START PROVIDED RECORDS

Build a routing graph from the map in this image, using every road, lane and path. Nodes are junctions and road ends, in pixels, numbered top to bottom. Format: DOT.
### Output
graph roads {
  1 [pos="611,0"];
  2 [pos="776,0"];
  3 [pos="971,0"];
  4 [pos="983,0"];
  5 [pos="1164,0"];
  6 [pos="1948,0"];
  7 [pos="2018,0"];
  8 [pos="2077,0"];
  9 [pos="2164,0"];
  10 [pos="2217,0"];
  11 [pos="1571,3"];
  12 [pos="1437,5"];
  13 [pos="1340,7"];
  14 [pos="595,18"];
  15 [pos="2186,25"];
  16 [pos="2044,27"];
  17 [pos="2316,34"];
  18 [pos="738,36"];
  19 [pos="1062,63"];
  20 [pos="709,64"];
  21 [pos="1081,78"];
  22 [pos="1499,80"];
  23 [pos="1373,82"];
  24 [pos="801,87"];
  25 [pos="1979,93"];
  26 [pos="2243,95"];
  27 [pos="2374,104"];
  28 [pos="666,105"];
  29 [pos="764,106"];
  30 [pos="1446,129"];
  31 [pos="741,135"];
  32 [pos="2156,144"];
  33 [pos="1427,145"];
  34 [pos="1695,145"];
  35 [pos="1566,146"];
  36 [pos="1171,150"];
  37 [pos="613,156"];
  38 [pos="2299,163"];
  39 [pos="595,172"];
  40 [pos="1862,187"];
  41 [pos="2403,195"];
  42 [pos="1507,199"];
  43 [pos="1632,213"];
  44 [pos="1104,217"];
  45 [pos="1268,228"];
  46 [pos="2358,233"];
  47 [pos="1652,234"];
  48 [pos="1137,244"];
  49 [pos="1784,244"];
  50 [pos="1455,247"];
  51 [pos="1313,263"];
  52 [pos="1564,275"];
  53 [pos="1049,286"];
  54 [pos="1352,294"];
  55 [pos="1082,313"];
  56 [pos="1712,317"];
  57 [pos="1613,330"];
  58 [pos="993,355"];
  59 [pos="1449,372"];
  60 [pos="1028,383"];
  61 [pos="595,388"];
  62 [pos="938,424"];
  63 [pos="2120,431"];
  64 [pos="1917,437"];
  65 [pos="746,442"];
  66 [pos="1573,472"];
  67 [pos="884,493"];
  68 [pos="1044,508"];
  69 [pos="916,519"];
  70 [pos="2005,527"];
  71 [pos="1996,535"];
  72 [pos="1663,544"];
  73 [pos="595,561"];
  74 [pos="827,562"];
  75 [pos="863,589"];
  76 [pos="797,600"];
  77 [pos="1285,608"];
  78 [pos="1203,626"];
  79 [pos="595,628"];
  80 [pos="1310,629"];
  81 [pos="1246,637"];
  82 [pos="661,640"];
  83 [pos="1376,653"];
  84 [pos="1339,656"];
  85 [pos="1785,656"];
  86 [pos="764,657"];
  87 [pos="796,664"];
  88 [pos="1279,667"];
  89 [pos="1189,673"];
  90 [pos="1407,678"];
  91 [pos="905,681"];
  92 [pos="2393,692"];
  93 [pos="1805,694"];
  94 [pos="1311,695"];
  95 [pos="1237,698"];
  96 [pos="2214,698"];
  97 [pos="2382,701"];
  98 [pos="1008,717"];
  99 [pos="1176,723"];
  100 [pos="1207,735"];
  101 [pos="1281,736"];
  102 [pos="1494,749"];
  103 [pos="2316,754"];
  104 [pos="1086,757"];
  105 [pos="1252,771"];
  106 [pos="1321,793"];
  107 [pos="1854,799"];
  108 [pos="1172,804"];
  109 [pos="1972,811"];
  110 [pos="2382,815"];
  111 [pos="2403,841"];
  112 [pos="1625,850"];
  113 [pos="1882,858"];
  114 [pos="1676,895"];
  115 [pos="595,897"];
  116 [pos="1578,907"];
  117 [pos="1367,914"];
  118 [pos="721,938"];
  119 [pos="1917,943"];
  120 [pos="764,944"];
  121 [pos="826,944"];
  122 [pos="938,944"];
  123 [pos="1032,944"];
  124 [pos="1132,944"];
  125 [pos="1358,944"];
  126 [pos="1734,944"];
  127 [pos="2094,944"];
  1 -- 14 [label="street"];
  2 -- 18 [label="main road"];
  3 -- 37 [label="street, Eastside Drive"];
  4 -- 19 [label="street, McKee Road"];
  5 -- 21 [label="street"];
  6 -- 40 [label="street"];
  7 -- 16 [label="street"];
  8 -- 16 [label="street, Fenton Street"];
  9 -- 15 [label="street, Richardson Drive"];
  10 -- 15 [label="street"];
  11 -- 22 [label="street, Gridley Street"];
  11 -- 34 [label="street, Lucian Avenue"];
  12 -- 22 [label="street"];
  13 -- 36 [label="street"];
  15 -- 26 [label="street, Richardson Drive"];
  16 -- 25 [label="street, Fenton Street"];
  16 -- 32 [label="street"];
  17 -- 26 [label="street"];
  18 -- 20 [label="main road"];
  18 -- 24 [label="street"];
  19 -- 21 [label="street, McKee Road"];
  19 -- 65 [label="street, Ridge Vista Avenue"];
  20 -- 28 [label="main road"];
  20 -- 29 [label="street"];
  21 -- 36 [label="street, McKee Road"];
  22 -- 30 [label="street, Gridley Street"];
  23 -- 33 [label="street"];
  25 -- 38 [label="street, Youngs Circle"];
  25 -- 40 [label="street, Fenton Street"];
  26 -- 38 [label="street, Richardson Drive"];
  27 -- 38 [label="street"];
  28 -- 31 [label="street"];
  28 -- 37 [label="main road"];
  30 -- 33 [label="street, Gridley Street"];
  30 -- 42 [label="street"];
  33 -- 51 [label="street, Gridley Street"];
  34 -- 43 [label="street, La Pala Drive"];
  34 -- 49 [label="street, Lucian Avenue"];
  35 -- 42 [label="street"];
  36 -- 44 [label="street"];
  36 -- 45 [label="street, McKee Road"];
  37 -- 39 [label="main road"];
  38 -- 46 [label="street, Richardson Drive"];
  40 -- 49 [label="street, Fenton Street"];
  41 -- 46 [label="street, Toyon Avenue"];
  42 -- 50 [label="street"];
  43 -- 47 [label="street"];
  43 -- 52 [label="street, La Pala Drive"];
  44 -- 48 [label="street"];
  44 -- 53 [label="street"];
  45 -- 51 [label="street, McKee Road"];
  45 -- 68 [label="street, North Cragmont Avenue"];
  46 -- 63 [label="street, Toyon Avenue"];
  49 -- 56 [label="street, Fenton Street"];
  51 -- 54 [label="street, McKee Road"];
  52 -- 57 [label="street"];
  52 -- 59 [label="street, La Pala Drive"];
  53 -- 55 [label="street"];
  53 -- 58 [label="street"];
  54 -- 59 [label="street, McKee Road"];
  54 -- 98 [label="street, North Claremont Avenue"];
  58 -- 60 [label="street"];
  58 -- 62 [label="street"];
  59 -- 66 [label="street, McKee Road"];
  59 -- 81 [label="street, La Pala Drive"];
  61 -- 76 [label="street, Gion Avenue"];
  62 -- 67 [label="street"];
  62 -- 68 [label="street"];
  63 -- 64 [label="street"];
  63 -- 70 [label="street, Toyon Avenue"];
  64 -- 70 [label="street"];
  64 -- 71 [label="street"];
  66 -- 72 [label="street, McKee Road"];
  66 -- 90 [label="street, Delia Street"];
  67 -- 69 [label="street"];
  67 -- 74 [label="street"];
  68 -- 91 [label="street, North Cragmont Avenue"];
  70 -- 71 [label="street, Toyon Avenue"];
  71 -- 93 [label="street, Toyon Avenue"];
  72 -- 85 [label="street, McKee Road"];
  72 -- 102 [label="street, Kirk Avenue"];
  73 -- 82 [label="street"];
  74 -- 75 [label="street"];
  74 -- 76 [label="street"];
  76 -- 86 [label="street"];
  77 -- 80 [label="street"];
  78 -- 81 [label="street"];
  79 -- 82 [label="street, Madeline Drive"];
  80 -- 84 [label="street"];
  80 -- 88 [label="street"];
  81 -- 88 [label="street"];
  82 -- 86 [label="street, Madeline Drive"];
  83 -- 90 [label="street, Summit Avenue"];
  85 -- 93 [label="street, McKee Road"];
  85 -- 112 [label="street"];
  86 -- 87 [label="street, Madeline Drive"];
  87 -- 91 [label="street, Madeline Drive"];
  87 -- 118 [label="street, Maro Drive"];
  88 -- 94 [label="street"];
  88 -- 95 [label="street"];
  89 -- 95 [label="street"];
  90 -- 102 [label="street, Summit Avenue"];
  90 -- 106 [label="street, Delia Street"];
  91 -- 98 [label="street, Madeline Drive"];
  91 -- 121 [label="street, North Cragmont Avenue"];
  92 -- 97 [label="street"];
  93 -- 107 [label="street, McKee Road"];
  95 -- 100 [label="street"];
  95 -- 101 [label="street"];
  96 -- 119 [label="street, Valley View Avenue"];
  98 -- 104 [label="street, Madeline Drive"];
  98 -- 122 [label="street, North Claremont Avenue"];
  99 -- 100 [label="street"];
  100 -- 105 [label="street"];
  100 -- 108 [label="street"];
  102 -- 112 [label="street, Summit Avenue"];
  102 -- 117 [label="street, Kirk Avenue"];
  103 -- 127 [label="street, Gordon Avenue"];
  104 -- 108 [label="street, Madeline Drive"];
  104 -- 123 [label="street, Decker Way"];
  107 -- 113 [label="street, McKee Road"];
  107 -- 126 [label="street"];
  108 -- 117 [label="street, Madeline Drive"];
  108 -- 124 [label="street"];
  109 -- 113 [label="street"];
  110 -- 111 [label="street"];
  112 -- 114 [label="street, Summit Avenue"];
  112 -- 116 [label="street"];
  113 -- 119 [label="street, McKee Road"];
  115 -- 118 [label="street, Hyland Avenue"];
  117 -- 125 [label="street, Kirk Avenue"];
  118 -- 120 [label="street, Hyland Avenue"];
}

END PROVIDED RECORDS

EXERCISE GOAL:
Given the word "Lucian", show every line of the records that contains it.

SOLVED EXERCISE:
  11 -- 34 [label="street, Lucian Avenue"];
  34 -- 49 [label="street, Lucian Avenue"];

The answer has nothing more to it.